Filipino Catholic Bishop

Roberto “Bobet” Calara Mallari (born March 27, 1958) is a Filipino prelate of the Catholic Church. He is the fourth Bishop of Tarlac, serving in the position since 2025. He previously served as Bishop of Diocese of San Jose from 2012 to 2024 and Auxiliary bishop of Archdiocese of San Fernando from 2006 to 2012.

== Biography and priesthood years ==
Mallari was born in Masantol, Pampanga, Philippines, on March 27, 1958. After completing philosophical and theological studies at San Carlos Seminary in Makati, he was ordained a deacon of the Archdiocese of San Fernando on March 15, 1982, and a priest of the same on November 27, 1982.

Following his ordination, he served in various roles throughout the archdiocese, including as a pastor at local churches and as a spiritual director and philosophy director at Mother of Good Counsel Seminary in San Fernando, Pampanga.

== Episcopate ==
On January 14, 2006, Mallari was appointed titular bishop of Erdonia and auxiliary bishop of the Archdiocese of San Fernando by Pope Benedict XVI. He was ordained a bishop on his 48th birthday on 27 March 2006, with Cardinal Ricardo Vidal as principal consecrator. In June 2007, he became a member and the executive secretary of the Episcopal Commission on Family and Life of the Catholic Bishops' Conference of the Philippines (CBCP).

On May 15, 2012, he was named bishop of the Diocese of San Jose Nueva Ecija by Pope Benedict XVI, and was installed on July 10, 2012. He succeeded Mylo Hubert Vergara who was appointed as Bishop of Pasig in 2011.

After the 2017 killing of Fr. Marcelito Paez, Mallari condemned the crime, called for justice and swift investigation. Paez served as a priest in the Diocese of San Jose before retiring. In 2018, Mallari initiated an organic farming training among the farm workers and their families within the Diocese of San Jose's area of jurisdiction. In 2019, he said that child labor is a challenging problem for the Church and the Philippine society and called for cooperation in solving the child labor problem in the country.

From 2015 to 2021, Mallari served as the chairman of the CBCP's Episcopal Commission on Catechesis and Catholic Education (ECCCE). As the chairman of the said commission, he had aired his comments on several issues about the Philippine education system.

In June 2017, he agreed with the proposal of the Philippine Drug Enforcement Agency's to mandatorily test for drugs the teachers and students.

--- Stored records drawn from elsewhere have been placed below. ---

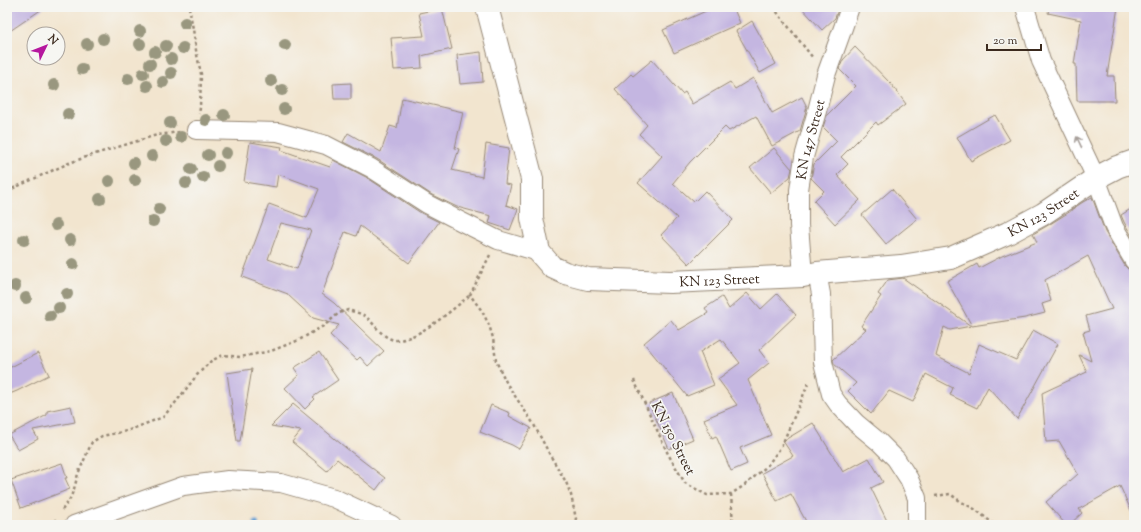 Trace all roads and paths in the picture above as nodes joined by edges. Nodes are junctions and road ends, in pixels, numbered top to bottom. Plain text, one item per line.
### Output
1 (188, 7) edge
2 (487, 7) edge
3 (773, 7) edge
4 (850, 7) edge
5 (1025, 7) edge
6 (826, 75) junction
7 (196, 130) junction
8 (1134, 161) edge
9 (1096, 178) junction
10 (7, 191) edge
11 (498, 240) junction
12 (539, 252) junction
13 (1134, 262) edge
14 (810, 274) junction
15 (470, 295) junction
16 (823, 362) junction
17 (634, 380) dead end
18 (731, 494) junction
19 (917, 498) junction
20 (61, 513) dead end
21 (57, 519) dead end
22 (53, 525) edge
23 (74, 525) edge
24 (392, 525) edge
25 (574, 525) edge
26 (733, 525) edge
27 (916, 525) edge
28 (995, 525) edge

1 - 7 path
2 - 12 main road, KN 123 Street
3 - 6 path
4 - 6 street, KN 147 Street
9 -> 5 street
6 - 14 street, KN 147 Street
7 - 10 path
7 - 11 street
8 - 9 main road, KN 123 Street
9 - 13 street
9 - 14 main road, KN 123 Street
11 - 12 street
11 - 15 path
12 - 14 main road, KN 123 Street
14 - 16 street, KN 147 Street
15 - 20 path
15 - 25 path
16 - 18 path
16 - 19 street, KN 147 Street
17 - 18 path, KN 150 Street
18 - 26 path
19 - 27 street
19 - 28 path
21 - 22 path
23 - 24 street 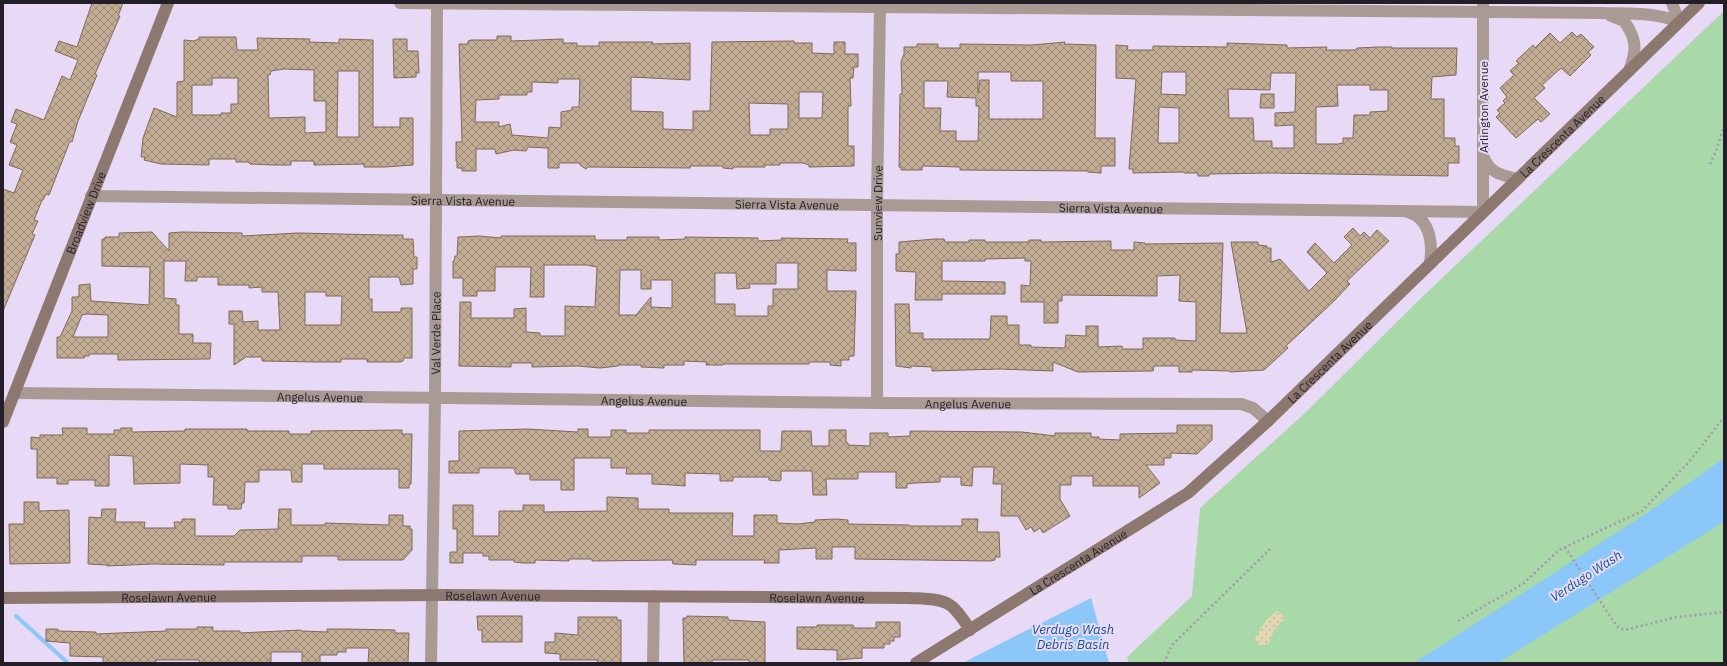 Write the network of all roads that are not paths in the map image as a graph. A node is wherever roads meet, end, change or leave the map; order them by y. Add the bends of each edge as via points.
1 (168, 3) edge
2 (400, 3) edge
3 (1672, 3) edge
4 (1700, 3) edge
5 (437, 4) edge
6 (880, 5) edge
7 (1483, 7) edge
8 (1602, 13) junction
9 (1679, 22) junction
10 (1629, 71) junction
11 (1483, 154) junction
12 (1517, 179) junction
13 (91, 196) junction
14 (435, 201) junction
15 (876, 204) junction
16 (1405, 211) junction
17 (1483, 212) junction
18 (1430, 263) junction
19 (15, 392) junction
20 (435, 398) junction
21 (877, 403) junction
22 (1268, 421) junction
23 (3, 422) edge
24 (433, 595) junction
25 (654, 596) junction
26 (3, 598) edge
27 (970, 630) junction
28 (431, 663) edge
29 (653, 663) edge
30 (916, 663) edge

1 - 13 street, Broadview Drive
2 - 5 street
3 - 9 street
4 - 9 street, La Crescenta Avenue
5 - 6 street
5 - 14 street, Val Verde Place
6 - 7 street
6 - 15 street, Sunview Drive
7 - 8 street
7 - 11 street, Arlington Avenue
8 - 9 street via 1650,14 1665,16
8 - 10 street via 1624,21 1629,29 1635,52
9 - 10 street, La Crescenta Avenue
10 - 12 street, La Crescenta Avenue
11 - 12 street via 1489,168
11 - 17 street, Arlington Avenue
12 - 17 street, La Crescenta Avenue
13 - 14 street, Sierra Vista Avenue
13 - 19 street, Broadview Drive
14 - 15 street, Sierra Vista Avenue
14 - 20 street, Val Verde Place
15 - 16 street, Sierra Vista Avenue
15 - 21 street, Sunview Drive
16 - 17 street, Sierra Vista Avenue
16 - 18 street via 1415,214 1427,229 1431,241
17 - 18 street, La Crescenta Avenue
18 - 22 street, La Crescenta Avenue
19 - 20 street, Angelus Avenue
19 - 23 street, Broadview Drive
20 - 21 street, Angelus Avenue
20 - 24 street, Val Verde Place
21 - 22 street, Angelus Avenue via 1240,404 1253,408
22 - 27 street, La Crescenta Avenue via 1188,494
24 - 25 street, Roselawn Avenue
24 - 26 street, Roselawn Avenue
24 - 28 street, Val Verde Place
25 - 27 street, Roselawn Avenue via 927,599 950,604
25 - 29 street
27 - 30 street, La Crescenta Avenue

Mallari said that the said proposal will prevent the children to be involved with drugs. During the 2017 World Teachers' Day, he expressed support and gratitude towards the teachers and said that their role is important in youth development and reminded them their social responsibility.

He also said his concern about the 2019 closure of 58 Lumad schools in Davao Region by the Philippine government because these schools were allegedly linked to the New People's Army's activity in the area. He said that this was a "failure" of the government to ensure the security of the students and the region's education system.

In October 2019, Mallari rejected the idea that separating girls and boys in schools will lower the teenage pregnancy and HIV infection in the country. This after the National Youth Commission earlier proposed to have separated rooms for boys and girls in schools to curb the said health issues.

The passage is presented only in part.